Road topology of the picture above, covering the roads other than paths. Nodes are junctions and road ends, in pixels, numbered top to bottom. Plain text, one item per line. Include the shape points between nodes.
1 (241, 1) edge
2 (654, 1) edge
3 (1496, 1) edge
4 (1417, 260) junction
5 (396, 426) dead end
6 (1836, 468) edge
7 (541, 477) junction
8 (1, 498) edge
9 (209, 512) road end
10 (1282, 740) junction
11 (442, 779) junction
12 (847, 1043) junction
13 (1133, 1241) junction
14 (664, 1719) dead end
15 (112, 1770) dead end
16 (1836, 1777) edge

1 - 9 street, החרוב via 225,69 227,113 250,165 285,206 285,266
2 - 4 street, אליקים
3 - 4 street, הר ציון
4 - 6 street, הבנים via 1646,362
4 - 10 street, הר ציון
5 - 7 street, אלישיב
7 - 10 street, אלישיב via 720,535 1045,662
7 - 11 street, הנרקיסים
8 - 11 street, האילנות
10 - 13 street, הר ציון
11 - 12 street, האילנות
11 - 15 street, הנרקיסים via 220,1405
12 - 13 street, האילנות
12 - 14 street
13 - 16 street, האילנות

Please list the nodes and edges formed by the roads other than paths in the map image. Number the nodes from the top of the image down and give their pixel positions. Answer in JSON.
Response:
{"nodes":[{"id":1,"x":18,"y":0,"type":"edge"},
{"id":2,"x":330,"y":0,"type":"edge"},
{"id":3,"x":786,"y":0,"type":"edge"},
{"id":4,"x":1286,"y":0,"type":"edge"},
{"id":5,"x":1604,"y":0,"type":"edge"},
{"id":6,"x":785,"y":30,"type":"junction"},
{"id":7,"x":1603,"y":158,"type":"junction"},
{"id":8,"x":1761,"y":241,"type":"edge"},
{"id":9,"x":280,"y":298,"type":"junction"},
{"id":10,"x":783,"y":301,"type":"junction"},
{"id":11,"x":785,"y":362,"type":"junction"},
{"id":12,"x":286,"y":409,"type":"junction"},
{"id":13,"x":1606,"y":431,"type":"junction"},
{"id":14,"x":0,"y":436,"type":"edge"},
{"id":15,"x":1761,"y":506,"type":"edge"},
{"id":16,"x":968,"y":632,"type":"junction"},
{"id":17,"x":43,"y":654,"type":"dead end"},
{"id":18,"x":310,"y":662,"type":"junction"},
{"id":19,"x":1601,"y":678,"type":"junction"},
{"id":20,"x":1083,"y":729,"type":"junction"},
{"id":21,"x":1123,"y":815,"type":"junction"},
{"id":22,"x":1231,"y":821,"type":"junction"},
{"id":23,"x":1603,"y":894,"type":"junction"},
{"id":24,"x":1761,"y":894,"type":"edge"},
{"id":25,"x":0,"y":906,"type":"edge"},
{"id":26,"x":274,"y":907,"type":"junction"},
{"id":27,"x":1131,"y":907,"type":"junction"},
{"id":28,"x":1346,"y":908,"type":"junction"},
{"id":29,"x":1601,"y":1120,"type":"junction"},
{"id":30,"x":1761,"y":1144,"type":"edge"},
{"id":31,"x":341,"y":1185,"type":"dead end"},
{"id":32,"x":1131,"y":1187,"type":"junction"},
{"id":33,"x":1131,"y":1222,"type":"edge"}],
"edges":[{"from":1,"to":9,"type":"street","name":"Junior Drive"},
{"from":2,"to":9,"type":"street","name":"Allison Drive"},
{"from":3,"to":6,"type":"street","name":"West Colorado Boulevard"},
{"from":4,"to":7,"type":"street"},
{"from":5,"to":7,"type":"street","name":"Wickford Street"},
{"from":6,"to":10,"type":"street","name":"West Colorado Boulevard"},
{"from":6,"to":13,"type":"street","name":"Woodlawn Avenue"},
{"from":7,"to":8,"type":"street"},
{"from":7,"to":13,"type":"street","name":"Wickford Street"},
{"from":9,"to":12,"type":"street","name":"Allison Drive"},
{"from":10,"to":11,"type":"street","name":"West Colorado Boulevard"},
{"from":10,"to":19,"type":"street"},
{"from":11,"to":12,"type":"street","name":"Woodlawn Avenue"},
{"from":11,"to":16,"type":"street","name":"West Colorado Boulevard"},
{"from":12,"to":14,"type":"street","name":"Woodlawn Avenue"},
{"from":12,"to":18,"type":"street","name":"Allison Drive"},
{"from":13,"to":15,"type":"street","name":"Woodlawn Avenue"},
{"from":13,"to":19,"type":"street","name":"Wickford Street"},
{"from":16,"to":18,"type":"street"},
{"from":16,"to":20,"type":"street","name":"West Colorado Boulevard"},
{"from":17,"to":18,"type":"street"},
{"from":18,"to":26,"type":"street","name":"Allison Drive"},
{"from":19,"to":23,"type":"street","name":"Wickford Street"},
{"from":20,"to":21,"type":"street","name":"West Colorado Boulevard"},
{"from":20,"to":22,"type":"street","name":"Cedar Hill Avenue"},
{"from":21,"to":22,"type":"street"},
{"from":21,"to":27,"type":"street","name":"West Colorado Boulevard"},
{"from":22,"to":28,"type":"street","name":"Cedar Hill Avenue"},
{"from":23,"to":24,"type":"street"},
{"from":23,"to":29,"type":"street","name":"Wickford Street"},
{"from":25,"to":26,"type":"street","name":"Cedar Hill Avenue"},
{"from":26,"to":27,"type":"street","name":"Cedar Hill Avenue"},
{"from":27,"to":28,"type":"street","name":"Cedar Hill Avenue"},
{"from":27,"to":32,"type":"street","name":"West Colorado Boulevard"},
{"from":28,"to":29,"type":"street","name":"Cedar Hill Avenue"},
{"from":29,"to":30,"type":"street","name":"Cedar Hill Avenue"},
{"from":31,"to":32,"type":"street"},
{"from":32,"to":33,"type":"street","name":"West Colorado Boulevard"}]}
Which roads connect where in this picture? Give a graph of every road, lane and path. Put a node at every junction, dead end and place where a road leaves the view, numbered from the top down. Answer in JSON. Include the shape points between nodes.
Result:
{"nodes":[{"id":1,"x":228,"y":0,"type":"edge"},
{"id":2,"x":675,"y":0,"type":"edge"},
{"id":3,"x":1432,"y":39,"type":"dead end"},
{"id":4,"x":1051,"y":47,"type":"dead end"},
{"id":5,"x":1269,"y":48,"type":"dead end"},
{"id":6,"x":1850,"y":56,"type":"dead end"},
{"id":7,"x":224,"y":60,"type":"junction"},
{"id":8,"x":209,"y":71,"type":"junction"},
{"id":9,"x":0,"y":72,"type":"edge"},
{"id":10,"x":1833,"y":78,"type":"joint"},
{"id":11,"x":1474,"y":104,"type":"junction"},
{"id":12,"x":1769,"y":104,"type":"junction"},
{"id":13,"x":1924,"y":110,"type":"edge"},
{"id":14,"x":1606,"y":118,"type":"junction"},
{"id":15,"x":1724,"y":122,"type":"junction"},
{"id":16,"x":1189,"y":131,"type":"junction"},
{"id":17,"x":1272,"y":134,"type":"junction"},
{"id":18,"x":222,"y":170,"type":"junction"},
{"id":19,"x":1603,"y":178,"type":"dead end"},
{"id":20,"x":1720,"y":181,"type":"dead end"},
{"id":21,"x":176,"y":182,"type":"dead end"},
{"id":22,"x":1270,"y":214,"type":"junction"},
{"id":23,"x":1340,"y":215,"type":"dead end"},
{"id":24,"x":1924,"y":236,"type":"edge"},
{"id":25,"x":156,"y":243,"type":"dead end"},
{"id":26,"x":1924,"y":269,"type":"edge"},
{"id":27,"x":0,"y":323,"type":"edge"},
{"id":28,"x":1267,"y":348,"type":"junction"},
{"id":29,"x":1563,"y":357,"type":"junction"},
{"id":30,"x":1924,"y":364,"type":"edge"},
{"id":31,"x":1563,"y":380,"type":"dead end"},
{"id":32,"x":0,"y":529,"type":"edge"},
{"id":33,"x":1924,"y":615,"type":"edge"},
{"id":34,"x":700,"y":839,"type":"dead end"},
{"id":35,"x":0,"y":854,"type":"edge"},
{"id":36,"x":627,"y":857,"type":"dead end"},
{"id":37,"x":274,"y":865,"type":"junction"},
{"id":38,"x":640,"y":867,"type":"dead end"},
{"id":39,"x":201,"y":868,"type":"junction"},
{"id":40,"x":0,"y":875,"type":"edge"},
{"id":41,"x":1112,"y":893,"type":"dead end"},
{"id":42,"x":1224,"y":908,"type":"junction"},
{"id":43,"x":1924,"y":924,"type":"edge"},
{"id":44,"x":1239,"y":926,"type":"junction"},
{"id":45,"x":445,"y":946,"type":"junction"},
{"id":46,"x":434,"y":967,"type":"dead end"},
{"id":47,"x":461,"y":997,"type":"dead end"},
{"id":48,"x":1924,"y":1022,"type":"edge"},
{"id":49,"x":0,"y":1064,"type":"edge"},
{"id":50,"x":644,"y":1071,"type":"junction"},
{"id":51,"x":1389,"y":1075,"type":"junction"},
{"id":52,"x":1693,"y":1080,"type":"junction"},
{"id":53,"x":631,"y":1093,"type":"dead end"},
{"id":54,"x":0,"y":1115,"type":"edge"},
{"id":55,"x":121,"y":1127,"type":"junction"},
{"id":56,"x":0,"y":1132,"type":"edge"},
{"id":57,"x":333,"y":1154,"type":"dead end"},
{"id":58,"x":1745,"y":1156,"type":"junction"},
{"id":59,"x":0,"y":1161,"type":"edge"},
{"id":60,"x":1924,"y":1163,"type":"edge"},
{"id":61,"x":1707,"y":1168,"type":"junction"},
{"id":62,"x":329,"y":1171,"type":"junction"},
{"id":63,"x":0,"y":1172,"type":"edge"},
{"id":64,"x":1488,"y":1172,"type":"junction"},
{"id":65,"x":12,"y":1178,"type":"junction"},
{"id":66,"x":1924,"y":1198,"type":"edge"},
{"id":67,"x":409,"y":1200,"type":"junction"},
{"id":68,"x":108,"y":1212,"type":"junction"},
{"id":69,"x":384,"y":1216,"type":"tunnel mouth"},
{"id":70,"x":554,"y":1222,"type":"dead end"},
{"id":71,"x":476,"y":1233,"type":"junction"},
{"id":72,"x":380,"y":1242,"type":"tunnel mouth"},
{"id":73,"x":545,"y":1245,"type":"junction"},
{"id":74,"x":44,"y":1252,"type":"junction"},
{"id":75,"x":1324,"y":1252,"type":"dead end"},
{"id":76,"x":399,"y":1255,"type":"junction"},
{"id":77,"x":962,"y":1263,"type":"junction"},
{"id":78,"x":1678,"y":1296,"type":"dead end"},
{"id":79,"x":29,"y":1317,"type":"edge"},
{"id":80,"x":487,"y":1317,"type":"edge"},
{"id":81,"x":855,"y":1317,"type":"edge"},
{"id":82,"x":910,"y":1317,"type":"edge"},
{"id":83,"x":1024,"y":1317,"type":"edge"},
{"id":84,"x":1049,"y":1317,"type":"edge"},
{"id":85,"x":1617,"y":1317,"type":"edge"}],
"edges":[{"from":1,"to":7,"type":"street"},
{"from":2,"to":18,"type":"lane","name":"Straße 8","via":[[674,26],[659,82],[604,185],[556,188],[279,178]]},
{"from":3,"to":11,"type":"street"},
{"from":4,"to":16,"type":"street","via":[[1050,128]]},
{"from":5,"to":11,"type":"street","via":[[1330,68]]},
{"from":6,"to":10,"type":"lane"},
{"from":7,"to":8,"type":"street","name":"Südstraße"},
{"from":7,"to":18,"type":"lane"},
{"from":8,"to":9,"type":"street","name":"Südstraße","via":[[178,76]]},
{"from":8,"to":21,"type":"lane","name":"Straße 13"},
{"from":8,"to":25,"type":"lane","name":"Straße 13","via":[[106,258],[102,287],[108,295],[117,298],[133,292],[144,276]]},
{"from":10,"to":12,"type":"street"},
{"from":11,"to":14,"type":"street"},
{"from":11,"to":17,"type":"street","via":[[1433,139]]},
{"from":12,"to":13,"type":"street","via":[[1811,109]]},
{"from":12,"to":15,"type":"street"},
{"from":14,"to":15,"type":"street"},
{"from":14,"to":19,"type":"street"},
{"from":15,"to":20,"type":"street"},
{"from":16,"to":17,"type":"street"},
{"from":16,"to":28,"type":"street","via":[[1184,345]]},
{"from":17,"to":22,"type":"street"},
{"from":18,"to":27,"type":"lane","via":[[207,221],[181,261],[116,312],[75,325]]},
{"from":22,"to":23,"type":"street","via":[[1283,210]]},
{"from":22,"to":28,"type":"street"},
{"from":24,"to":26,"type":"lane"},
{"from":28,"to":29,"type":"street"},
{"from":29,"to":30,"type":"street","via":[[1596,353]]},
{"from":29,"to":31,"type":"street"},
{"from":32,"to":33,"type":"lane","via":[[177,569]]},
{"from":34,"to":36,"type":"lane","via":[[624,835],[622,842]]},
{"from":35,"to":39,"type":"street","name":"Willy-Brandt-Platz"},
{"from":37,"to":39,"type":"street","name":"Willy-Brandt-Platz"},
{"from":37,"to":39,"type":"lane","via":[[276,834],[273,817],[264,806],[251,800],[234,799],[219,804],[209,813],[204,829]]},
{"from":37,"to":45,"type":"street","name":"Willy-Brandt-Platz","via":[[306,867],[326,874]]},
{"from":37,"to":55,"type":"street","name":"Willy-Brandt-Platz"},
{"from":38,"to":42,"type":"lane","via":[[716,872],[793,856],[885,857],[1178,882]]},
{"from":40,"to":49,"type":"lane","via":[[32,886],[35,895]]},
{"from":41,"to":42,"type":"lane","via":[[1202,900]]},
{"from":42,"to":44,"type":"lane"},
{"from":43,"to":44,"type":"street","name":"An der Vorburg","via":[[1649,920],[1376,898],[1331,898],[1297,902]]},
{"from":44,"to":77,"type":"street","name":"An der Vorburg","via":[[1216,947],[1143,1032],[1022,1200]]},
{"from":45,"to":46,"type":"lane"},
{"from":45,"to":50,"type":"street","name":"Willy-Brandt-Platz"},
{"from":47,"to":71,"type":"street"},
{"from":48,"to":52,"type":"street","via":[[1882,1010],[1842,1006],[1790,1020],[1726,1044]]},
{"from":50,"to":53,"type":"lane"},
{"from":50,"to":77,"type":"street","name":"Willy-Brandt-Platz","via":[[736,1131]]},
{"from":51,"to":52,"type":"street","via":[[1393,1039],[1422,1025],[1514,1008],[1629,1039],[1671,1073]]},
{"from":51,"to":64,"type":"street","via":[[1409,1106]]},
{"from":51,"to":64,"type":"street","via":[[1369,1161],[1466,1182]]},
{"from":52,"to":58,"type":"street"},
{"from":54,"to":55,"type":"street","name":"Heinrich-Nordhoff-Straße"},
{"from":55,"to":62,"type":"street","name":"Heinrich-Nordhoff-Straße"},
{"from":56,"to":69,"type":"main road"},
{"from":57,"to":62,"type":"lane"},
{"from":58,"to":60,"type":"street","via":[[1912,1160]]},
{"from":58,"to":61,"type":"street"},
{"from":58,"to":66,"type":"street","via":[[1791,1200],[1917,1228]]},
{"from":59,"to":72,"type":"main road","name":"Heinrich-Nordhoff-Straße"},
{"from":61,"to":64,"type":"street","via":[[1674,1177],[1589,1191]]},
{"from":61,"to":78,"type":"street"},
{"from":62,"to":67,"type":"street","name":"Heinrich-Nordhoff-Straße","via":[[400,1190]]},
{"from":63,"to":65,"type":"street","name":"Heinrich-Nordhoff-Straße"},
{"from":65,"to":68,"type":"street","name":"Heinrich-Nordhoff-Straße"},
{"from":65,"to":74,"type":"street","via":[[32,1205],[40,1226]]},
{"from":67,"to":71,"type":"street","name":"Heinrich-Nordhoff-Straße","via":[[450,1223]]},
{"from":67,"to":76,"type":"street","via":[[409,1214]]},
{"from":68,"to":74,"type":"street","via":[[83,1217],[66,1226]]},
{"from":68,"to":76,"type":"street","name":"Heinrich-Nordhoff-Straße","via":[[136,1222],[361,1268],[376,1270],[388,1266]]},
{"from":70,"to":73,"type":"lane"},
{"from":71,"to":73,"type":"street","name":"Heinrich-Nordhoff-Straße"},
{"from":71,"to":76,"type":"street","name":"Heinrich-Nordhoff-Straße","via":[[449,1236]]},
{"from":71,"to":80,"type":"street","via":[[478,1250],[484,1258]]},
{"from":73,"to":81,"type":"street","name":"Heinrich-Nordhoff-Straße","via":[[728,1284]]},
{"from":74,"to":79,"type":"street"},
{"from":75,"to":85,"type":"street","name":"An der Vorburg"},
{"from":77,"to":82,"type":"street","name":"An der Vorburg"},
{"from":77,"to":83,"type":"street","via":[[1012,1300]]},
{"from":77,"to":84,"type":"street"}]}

━━━━

- Task instructions
Where the word "אלישיב" occurs in a line of the records, copy that line.

- Written answer
5 - 7 street, אלישיב
7 - 10 street, אלישיב via 720,535 1045,662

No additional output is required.